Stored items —

========

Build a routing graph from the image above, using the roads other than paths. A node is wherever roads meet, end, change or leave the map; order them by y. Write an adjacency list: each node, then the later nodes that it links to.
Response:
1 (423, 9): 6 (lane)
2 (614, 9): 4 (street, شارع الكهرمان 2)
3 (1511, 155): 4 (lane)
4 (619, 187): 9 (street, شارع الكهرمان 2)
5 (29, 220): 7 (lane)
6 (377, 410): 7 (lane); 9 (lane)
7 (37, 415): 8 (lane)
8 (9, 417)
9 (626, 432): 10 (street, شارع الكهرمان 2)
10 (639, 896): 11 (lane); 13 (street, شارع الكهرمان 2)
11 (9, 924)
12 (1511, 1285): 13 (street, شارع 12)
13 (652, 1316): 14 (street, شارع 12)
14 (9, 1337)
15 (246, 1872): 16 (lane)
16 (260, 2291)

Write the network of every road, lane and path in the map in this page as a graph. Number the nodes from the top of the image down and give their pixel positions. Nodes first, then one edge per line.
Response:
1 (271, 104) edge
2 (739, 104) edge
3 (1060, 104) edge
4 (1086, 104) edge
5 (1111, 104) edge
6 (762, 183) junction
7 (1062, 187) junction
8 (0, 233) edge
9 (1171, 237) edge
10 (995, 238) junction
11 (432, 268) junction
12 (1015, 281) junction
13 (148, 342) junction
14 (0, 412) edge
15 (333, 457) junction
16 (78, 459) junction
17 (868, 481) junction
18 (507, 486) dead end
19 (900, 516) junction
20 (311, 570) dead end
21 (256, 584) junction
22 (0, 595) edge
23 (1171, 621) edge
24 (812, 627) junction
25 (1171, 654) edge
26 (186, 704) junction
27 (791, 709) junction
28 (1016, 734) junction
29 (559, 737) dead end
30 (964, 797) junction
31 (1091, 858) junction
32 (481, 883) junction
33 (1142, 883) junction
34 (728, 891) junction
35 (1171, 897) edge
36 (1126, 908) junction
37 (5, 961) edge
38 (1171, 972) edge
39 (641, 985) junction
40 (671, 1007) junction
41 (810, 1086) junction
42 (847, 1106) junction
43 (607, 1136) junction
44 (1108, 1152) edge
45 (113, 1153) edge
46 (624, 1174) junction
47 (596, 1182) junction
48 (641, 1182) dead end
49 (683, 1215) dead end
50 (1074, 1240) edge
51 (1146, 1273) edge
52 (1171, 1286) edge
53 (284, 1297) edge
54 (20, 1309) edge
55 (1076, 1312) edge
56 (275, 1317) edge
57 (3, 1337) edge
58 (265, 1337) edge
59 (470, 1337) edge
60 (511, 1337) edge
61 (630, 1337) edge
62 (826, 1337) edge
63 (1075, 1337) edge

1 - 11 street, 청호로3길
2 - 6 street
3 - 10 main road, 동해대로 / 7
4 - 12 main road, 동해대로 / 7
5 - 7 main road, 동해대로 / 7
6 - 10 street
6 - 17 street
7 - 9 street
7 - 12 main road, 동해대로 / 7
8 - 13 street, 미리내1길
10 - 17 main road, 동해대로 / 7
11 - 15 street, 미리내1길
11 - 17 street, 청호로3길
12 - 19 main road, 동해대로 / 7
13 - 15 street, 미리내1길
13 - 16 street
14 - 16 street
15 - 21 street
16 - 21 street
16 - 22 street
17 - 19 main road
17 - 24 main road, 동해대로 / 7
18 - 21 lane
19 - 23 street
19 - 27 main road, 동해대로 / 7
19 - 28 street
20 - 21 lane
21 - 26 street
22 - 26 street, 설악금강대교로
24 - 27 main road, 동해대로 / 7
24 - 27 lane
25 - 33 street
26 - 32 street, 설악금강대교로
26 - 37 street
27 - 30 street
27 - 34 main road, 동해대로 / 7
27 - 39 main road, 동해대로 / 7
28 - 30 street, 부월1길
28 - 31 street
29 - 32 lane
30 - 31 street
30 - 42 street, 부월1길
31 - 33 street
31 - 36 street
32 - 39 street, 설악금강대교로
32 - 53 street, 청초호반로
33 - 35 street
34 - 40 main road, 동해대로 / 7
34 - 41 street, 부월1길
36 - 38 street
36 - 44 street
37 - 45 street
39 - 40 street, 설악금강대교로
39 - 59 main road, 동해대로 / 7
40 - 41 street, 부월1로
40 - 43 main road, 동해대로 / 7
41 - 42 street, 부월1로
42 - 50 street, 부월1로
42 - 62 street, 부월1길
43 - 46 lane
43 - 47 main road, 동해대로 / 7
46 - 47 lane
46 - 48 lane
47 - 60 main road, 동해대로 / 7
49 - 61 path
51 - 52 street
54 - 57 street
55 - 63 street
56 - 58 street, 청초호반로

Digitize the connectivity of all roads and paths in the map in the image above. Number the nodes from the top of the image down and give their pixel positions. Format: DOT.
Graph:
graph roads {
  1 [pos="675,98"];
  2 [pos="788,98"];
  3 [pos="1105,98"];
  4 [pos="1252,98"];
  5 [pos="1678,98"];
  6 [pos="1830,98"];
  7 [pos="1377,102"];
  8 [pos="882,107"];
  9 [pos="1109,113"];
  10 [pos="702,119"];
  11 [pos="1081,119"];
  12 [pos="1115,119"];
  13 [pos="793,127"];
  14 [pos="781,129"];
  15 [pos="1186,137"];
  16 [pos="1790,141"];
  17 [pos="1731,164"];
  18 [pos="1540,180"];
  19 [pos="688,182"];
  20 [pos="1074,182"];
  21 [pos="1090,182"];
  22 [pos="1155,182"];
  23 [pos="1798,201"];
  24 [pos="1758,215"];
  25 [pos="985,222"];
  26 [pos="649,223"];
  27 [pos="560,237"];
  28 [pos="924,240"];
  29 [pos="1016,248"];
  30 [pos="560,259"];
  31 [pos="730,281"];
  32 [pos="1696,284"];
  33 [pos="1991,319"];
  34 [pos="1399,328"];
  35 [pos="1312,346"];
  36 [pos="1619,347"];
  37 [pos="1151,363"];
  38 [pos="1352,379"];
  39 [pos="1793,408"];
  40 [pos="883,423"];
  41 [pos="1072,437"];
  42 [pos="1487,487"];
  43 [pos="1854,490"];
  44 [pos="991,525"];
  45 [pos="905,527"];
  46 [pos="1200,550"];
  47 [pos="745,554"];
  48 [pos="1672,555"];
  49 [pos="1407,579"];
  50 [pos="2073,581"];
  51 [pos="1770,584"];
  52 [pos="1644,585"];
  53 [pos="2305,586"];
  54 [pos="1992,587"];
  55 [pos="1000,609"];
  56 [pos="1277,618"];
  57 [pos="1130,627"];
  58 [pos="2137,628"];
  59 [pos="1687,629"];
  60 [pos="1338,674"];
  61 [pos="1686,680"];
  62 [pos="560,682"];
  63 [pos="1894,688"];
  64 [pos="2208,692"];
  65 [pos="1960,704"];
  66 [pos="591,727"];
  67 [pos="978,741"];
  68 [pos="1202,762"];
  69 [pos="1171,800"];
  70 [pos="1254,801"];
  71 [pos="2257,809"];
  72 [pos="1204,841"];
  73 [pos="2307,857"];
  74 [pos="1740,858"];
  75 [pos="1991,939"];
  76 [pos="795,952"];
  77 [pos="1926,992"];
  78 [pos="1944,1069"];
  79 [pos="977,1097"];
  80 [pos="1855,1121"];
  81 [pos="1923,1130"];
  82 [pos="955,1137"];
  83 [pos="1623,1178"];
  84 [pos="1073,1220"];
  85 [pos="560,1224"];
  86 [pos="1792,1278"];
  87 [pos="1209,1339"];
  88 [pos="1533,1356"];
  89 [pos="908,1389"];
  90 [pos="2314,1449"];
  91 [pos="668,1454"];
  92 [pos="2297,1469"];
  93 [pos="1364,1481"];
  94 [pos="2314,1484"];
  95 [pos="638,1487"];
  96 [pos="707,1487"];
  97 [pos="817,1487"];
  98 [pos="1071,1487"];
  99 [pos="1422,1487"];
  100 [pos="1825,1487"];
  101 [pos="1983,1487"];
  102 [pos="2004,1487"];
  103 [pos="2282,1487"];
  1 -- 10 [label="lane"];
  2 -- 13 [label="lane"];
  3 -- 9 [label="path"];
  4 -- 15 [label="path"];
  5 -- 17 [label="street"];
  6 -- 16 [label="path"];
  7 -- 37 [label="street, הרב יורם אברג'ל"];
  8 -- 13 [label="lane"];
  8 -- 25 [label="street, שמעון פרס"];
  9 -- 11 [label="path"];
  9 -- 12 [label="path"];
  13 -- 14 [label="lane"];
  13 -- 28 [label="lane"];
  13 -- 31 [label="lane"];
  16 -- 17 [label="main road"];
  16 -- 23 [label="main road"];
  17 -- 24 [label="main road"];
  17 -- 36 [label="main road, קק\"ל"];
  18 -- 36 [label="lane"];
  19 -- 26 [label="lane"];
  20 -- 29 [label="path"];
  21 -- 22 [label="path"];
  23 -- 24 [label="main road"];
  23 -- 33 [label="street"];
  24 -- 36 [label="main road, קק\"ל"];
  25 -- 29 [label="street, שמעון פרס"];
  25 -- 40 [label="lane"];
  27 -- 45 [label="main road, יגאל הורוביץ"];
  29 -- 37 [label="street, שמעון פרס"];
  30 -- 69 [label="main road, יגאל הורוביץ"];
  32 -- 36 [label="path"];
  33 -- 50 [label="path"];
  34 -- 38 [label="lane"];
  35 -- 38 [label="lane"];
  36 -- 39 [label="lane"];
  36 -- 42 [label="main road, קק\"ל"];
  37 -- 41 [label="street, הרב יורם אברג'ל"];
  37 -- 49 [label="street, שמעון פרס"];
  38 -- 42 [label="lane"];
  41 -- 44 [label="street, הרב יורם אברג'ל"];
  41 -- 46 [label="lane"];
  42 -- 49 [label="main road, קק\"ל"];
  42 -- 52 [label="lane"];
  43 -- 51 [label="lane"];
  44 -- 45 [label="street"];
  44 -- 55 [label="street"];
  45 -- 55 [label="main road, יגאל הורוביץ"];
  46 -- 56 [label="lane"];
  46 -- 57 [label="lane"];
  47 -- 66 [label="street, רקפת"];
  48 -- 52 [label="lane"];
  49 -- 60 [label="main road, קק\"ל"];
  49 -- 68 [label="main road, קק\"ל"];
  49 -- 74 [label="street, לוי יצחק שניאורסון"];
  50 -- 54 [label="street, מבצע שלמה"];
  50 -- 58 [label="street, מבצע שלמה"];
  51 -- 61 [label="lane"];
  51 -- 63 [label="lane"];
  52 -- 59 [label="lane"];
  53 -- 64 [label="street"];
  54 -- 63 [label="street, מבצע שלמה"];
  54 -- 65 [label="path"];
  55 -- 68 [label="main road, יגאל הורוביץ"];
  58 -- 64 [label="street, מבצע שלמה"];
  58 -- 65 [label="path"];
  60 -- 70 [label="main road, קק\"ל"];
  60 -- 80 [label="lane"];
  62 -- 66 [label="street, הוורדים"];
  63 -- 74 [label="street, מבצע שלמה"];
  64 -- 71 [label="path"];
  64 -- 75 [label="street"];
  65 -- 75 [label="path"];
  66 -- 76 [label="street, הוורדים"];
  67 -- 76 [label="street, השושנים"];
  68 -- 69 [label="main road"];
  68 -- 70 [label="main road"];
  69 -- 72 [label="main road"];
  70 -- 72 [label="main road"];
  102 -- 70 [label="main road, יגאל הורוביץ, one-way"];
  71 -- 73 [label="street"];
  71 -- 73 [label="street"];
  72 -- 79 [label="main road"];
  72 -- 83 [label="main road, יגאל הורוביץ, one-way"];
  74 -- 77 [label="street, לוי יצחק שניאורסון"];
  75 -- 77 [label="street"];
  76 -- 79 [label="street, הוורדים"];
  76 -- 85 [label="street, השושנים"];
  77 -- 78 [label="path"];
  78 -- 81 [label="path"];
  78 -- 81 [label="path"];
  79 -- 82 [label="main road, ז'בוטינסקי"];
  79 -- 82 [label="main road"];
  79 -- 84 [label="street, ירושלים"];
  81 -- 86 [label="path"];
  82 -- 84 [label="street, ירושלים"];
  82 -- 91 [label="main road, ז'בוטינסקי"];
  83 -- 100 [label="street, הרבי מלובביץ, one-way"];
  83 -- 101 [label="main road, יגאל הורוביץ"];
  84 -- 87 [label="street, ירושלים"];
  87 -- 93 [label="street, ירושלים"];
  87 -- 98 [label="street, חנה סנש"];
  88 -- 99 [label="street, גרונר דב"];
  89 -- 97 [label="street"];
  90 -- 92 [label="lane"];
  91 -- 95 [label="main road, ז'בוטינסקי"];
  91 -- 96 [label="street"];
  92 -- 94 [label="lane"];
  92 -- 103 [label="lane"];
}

========

Work task — Set down the lines of the records exactly, from the first one through the line containing "Write the network", and add nothing else.

Answer to this exercise —
Build a routing graph from the image above, using the roads other than paths. A node is wherever roads meet, end, change or leave the map; order them by y. Write an adjacency list: each node, then the later nodes that it links to.
Response:
1 (423, 9): 6 (lane)
2 (614, 9): 4 (street, شارع الكهرمان 2)
3 (1511, 155): 4 (lane)
4 (619, 187): 9 (street, شارع الكهرمان 2)
5 (29, 220): 7 (lane)
6 (377, 410): 7 (lane); 9 (lane)
7 (37, 415): 8 (lane)
8 (9, 417)
9 (626, 432): 10 (street, شارع الكهرمان 2)
10 (639, 896): 11 (lane); 13 (street, شارع الكهرمان 2)
11 (9, 924)
12 (1511, 1285): 13 (street, شارع 12)
13 (652, 1316): 14 (street, شارع 12)
14 (9, 1337)
15 (246, 1872): 16 (lane)
16 (260, 2291)

Write the network of every road, lane and path in the map in this page as a graph. Number the nodes from the top of the image down and give their pixel positions. Nodes first, then one edge per line.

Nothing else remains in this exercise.